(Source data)
------

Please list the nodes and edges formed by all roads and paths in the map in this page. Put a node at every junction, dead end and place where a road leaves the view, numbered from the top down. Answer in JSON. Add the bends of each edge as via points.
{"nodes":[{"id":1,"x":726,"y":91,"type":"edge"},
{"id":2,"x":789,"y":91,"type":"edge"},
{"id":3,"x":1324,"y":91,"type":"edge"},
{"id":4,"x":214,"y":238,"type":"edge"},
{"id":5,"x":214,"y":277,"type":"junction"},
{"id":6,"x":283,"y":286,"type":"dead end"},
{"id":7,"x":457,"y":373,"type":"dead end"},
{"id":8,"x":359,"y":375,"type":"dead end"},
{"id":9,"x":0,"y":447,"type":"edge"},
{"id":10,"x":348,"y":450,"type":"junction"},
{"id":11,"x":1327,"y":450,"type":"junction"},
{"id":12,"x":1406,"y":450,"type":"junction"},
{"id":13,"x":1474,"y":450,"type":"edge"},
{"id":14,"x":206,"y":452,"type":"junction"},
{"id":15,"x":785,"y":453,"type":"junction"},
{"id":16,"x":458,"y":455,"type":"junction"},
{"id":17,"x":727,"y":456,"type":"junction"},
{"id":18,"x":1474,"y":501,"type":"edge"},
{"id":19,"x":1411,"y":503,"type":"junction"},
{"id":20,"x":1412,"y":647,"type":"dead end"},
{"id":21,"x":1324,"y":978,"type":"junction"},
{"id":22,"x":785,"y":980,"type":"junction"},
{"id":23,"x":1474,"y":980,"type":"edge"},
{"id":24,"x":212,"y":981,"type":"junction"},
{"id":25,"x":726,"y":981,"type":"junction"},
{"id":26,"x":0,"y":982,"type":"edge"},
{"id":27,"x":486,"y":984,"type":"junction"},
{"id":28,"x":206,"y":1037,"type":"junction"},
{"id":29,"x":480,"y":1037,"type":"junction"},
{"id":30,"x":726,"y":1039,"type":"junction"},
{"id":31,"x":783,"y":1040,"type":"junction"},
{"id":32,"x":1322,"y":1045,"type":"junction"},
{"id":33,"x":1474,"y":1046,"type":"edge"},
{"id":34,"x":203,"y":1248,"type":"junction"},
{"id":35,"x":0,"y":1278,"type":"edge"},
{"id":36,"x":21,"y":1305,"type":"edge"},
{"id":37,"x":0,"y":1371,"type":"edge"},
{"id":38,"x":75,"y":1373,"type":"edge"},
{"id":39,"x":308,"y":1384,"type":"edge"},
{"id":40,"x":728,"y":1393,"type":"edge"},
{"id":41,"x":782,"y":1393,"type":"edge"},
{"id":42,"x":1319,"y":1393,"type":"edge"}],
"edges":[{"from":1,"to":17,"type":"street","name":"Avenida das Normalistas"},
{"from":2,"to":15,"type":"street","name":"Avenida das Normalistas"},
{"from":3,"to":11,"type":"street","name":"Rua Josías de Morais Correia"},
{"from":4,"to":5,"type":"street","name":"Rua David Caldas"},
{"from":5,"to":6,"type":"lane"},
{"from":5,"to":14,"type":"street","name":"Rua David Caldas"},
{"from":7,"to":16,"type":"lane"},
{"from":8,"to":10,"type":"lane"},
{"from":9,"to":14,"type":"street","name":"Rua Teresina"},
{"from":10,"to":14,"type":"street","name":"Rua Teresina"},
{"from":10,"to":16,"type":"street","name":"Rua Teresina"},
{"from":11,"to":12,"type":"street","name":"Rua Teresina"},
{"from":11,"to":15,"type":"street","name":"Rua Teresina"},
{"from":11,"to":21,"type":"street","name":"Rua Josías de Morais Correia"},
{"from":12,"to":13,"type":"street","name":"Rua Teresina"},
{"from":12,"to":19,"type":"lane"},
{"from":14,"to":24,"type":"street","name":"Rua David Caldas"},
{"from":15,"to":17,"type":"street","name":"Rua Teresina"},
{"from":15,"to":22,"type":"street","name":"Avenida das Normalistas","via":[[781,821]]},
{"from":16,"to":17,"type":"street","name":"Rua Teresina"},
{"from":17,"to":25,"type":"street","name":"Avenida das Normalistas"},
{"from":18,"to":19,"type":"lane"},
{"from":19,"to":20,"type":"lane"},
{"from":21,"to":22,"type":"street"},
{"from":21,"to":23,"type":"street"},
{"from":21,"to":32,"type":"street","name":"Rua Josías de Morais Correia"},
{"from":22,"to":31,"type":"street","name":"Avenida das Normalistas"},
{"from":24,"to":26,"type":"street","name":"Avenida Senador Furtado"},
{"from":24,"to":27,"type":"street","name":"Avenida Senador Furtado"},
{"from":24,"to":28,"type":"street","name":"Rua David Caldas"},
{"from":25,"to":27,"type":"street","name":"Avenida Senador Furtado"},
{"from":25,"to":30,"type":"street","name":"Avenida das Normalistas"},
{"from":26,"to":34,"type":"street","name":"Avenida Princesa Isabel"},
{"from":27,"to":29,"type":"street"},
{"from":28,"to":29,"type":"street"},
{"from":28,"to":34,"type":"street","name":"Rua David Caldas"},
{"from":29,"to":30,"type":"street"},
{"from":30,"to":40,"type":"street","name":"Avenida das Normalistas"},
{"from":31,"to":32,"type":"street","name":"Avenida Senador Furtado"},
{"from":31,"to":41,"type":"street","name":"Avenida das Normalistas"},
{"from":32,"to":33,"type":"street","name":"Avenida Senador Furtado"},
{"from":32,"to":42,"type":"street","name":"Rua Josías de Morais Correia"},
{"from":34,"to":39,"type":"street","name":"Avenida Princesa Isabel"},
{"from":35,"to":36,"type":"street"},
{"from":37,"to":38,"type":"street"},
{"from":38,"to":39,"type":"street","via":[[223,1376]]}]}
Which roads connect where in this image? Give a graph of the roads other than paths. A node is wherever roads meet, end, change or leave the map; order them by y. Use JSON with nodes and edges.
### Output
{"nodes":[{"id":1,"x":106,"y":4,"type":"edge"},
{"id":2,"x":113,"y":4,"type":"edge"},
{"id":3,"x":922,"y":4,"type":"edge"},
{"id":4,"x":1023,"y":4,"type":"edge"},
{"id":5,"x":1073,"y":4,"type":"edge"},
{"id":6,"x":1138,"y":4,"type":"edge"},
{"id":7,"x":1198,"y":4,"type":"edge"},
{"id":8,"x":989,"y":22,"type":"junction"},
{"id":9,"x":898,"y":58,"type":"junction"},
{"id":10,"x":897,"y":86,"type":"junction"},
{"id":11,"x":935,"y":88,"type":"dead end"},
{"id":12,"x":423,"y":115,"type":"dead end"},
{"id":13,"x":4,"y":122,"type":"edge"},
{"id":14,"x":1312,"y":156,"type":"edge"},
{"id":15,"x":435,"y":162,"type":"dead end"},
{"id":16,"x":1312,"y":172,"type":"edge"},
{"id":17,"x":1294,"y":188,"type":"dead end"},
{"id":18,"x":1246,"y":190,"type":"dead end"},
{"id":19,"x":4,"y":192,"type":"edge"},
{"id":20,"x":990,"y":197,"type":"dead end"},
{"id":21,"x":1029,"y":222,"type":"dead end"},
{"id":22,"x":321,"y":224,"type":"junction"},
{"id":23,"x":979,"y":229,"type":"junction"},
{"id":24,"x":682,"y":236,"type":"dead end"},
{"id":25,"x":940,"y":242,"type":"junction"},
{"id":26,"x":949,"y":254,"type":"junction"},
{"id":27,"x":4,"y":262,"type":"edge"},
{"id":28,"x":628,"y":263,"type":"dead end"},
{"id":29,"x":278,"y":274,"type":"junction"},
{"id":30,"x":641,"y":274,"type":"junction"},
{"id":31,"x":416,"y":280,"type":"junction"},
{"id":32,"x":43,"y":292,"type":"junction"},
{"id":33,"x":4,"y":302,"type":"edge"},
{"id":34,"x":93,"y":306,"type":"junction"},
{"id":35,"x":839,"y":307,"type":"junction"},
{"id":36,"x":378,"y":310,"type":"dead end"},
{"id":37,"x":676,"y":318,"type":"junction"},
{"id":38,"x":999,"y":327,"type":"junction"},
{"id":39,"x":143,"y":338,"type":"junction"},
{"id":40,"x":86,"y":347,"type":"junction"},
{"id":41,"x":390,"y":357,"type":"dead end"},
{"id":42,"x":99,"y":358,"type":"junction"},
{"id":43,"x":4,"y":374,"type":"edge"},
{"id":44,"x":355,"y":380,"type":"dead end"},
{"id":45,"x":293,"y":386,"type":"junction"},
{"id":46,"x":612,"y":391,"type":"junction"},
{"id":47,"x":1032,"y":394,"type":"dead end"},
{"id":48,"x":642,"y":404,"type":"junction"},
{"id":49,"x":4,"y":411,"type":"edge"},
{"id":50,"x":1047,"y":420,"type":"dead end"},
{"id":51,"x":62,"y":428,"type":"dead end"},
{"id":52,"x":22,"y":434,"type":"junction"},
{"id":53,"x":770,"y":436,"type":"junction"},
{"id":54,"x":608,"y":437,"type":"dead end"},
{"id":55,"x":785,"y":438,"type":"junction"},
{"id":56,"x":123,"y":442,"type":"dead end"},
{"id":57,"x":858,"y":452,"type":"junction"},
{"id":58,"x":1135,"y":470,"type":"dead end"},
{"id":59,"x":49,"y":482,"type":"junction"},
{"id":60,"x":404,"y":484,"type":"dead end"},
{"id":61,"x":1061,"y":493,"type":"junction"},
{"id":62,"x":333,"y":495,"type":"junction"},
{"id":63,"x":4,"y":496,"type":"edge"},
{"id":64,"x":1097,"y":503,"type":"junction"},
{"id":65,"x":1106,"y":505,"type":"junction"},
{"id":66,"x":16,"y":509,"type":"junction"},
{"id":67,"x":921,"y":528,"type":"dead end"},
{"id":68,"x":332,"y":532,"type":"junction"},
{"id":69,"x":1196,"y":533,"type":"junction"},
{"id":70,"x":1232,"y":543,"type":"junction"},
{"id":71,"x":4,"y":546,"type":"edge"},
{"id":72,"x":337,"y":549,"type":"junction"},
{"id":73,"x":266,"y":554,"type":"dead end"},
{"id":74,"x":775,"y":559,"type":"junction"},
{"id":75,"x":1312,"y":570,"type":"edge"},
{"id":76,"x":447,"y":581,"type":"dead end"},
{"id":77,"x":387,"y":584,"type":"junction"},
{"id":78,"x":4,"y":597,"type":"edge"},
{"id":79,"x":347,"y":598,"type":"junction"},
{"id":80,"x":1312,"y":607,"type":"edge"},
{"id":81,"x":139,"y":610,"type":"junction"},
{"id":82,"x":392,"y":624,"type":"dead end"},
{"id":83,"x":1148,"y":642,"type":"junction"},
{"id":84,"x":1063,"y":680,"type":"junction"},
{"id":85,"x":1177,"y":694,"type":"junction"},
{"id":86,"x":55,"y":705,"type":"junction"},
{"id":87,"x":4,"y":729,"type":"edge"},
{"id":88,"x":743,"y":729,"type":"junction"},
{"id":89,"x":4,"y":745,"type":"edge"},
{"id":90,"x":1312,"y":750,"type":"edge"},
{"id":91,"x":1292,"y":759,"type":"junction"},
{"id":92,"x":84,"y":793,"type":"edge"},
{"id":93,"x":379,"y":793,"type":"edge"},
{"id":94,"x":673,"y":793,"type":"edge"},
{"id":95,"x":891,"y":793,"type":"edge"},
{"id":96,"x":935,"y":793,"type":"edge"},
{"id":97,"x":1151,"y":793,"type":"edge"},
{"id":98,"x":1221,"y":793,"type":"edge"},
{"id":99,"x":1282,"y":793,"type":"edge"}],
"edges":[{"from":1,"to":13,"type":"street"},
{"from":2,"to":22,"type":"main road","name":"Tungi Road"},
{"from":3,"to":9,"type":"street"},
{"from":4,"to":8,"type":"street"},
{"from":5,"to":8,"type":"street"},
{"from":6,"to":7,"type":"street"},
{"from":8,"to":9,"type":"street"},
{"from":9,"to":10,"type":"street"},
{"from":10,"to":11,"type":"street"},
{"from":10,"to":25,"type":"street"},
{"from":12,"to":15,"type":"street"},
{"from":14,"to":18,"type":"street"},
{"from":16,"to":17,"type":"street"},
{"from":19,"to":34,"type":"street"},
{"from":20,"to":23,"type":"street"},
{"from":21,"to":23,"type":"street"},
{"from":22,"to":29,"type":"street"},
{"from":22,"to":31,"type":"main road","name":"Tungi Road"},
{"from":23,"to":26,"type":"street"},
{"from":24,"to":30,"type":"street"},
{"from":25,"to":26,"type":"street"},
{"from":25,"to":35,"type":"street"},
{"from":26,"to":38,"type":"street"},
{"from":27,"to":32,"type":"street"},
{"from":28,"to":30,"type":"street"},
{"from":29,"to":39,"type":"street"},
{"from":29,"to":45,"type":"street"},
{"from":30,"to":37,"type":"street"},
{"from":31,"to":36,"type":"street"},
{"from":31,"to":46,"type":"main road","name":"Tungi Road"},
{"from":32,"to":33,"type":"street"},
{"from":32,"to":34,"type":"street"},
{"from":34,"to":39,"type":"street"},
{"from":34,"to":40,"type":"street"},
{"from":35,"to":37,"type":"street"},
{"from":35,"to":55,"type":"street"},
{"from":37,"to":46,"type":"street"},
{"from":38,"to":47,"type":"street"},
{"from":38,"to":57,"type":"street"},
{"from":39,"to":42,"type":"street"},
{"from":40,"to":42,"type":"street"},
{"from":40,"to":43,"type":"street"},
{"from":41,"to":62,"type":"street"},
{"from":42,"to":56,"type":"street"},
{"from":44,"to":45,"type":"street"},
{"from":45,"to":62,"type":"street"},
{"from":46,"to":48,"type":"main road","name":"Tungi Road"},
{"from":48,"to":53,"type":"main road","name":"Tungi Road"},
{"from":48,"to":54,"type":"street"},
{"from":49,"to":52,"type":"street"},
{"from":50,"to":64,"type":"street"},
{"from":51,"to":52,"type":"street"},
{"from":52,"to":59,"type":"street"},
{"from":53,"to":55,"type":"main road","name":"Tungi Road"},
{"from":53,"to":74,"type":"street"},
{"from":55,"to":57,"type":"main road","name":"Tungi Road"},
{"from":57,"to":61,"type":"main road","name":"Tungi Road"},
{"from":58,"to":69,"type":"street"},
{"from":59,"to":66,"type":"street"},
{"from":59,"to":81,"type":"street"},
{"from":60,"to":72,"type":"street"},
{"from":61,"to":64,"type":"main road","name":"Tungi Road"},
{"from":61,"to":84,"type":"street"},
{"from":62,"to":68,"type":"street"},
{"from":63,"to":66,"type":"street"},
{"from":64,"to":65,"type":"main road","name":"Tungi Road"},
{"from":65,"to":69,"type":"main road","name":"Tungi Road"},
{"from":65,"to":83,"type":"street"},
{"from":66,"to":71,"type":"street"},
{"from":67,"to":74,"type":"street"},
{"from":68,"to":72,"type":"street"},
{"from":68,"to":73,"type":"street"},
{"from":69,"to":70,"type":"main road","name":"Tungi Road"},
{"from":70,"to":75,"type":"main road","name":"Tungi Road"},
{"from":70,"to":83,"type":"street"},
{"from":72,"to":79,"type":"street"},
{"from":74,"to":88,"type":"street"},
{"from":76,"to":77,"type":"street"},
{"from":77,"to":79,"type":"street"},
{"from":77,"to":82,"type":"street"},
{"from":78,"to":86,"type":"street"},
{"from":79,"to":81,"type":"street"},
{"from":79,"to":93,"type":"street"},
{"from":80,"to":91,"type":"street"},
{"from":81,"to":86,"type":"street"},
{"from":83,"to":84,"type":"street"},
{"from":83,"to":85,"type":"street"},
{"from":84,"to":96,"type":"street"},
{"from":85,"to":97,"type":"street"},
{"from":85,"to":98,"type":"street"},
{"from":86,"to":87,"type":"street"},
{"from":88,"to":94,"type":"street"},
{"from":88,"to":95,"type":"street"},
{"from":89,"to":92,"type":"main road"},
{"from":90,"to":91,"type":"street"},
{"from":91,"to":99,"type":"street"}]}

------

| TASK PROMPT |
Once you have counted the lines above containing the word "lane", state that number and nothing more.

| OUTPUT OF THE TASK |
6